Hacía ya una semana que había mandado correos electrónicos, mensajes y posteos avisando de la cancelación. Las protestas de sus amigas y familiares eran unánimes. Argumentaban que, como ella vivía en una casa de campo no habría problemas con reunirse al aire libre y ponerse a tono libres de contagios. Sin aglomeraciones, con suficiente distancia entre los cuerpos. 

 

En la vispera recibió mensajes de un remitente desconocido con la leyenda “Cuidado con lo que haces”. Con qué de lo que hago, pensó. Mmmm… cuidado con…, no, eso no. Será con lo otro o con… ¿con qué debo tener cuidado?, pensó.

 

En los alrededores de su casa de campo, situada en una parte campesina, pobre, no hacia los fraccionamientos residenciales campestres, la gente iba a perder a los animales que ya no quería o no podía mantener. El camino estaba lleno de perros callejeros, algunos gatos y la fauna propia del campo. Así, Lulucita, sin ser animalista, ecologista o cualquiera de esas etiquetas a la moda que ella ignoraba olímpicamente, se había hecho de tres perros vagabundos: Pinta, Canela y Blaqui. 

 

Con los animales pasaba igual que con las personas, pensaba Lulucita, la gente quiere y prefiere a los machos. A las hembras las desprecian porque se embarazan y los llenan de animales, porque se ponen en celo y atraen manadas de machos, porque dan espectáculos deprimentes a los niños. 

 




Por eso eran, casi siempre, perras las que la gente perdía en el camino rural. Pinche gente, pudiendo esterilizar o practicarles abortos a las perras, prefieren perderlas, abandonarlas condenandolas al frío, el hambre y otras linduras. Lo bueno es que, a veces, estas hembras ganaban en libertad.

 

Al paso de los años Lulucita se había encariñado con sus canes y los presumía, sutilmente, en las redes sociales. No hablaba de ellos, ni de sus gracias, simplemente en las fotos que posteba invariablemte estaban merodenado los animales. Como una parte natural e impresindible del paisaje. Sus animales eran bravos, pelioneros, el instinto de superviviencia los había llevado en esa ruta.

 

El día del cumpleaños Lulucita se despertó en la madrugada por el ruido de las mañanitas fuera de su ventana, que lindo, serenata, pensó, ¿quién será?. Era obvio que la música provenía de un gangoso aparato electrico, no era música en vivo o algo así.

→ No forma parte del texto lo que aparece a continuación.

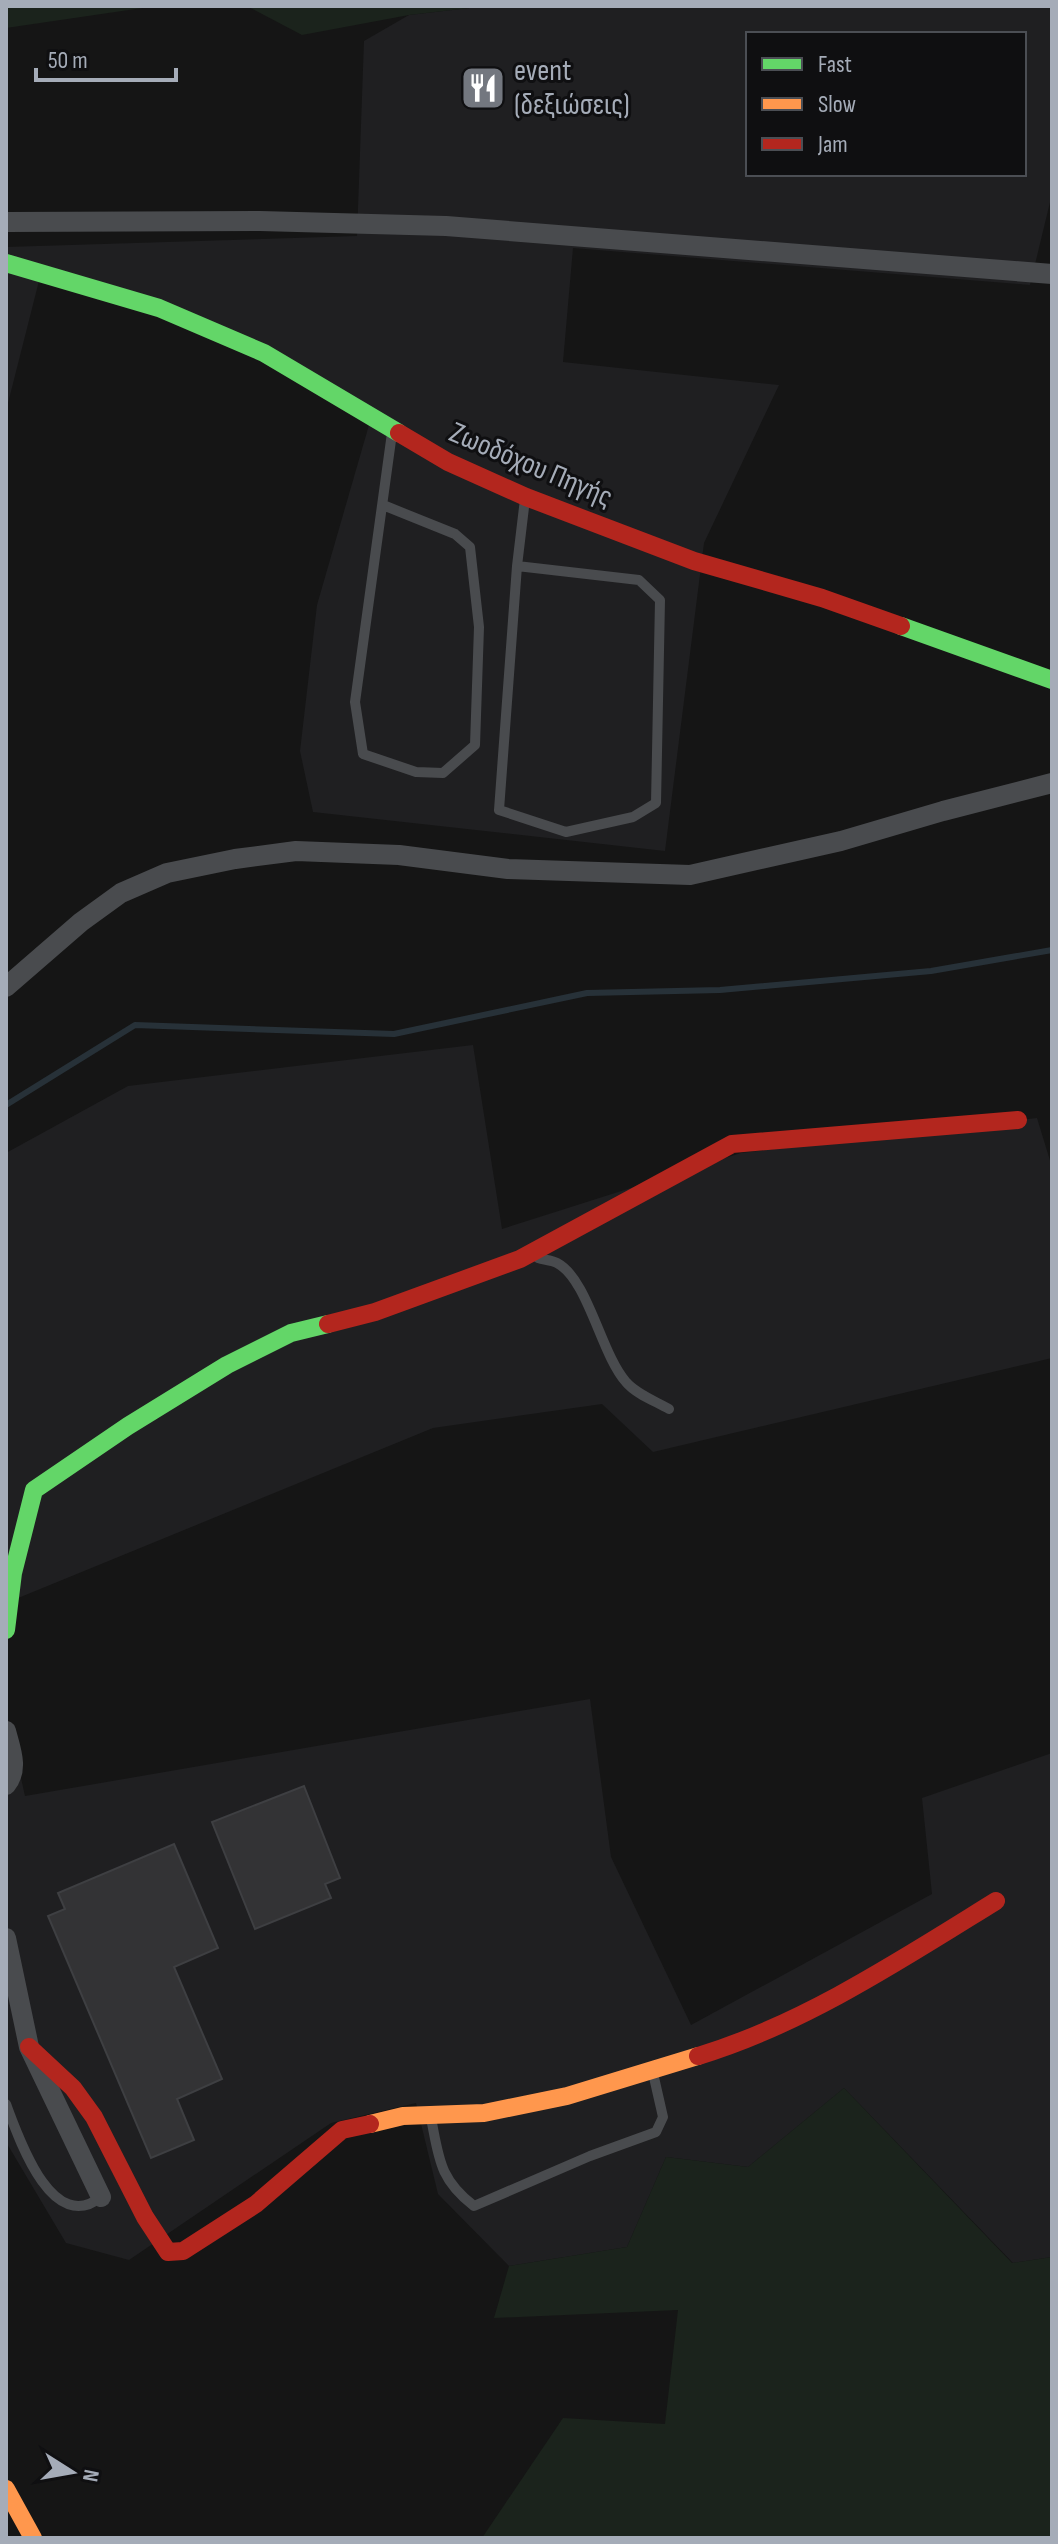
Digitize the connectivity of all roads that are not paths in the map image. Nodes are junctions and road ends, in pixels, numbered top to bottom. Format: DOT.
graph roads {
  1 [pos="6,222"];
  2 [pos="6,263"];
  3 [pos="1052,274"];
  4 [pos="392,431"];
  5 [pos="526,497"];
  6 [pos="383,505"];
  7 [pos="517,566"];
  8 [pos="1052,680"];
  9 [pos="1052,783"];
  10 [pos="6,987"];
  11 [pos="1018,1120"];
  12 [pos="520,1259"];
  13 [pos="669,1409"];
  14 [pos="6,1630"];
  15 [pos="6,1731"];
  16 [pos="6,1785"];
  17 [pos="996,1901"];
  18 [pos="6,1938"];
  19 [pos="9,1965"];
  20 [pos="29,2047"];
  21 [pos="652,2070"];
  22 [pos="6,2104"];
  23 [pos="431,2116"];
  24 [pos="101,2197"];
  25 [pos="6,2489"];
  26 [pos="33,2538"];
  1 -- 3 [label="street"];
  2 -- 4 [label="main road, Ζωοδόχου Πηγής"];
  4 -- 5 [label="main road, Ζωοδόχου Πηγής"];
  4 -- 6 [label="lane"];
  5 -- 7 [label="lane"];
  5 -- 8 [label="main road, Ζωοδόχου Πηγής"];
  6 -- 6 [label="lane"];
  7 -- 7 [label="lane"];
  9 -- 10 [label="street"];
  11 -- 12 [label="main road"];
  12 -- 13 [label="lane"];
  12 -- 14 [label="main road"];
  15 -- 16 [label="street"];
  17 -- 21 [label="main road"];
  18 -- 19 [label="street"];
  19 -- 20 [label="street"];
  20 -- 23 [label="main road"];
  20 -- 24 [label="street"];
  21 -- 23 [label="main road"];
  21 -- 23 [label="lane"];
  22 -- 24 [label="lane"];
  25 -- 26 [label="main road"];
}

Sin embargo, le siguió pareciendo un hermoso detalle. 

 

Aunque era cerrada la oscuridad de la madrugada abrío las cortinas, no distigió nada en el boscoso espacio que le servía de patio. Abrío la ventana y observó un foquito rojo que tintilaba, seguramente el reproductor de la música que se repetía. De pronto empezó a distinguir tres siluetas larededor del magnetofón, paradas, casí inmóviles. Las siluetas se movían un poco, se balanceaban al ritmo de viento. Parecían espantapájaros. Eran sus tres perros empalados.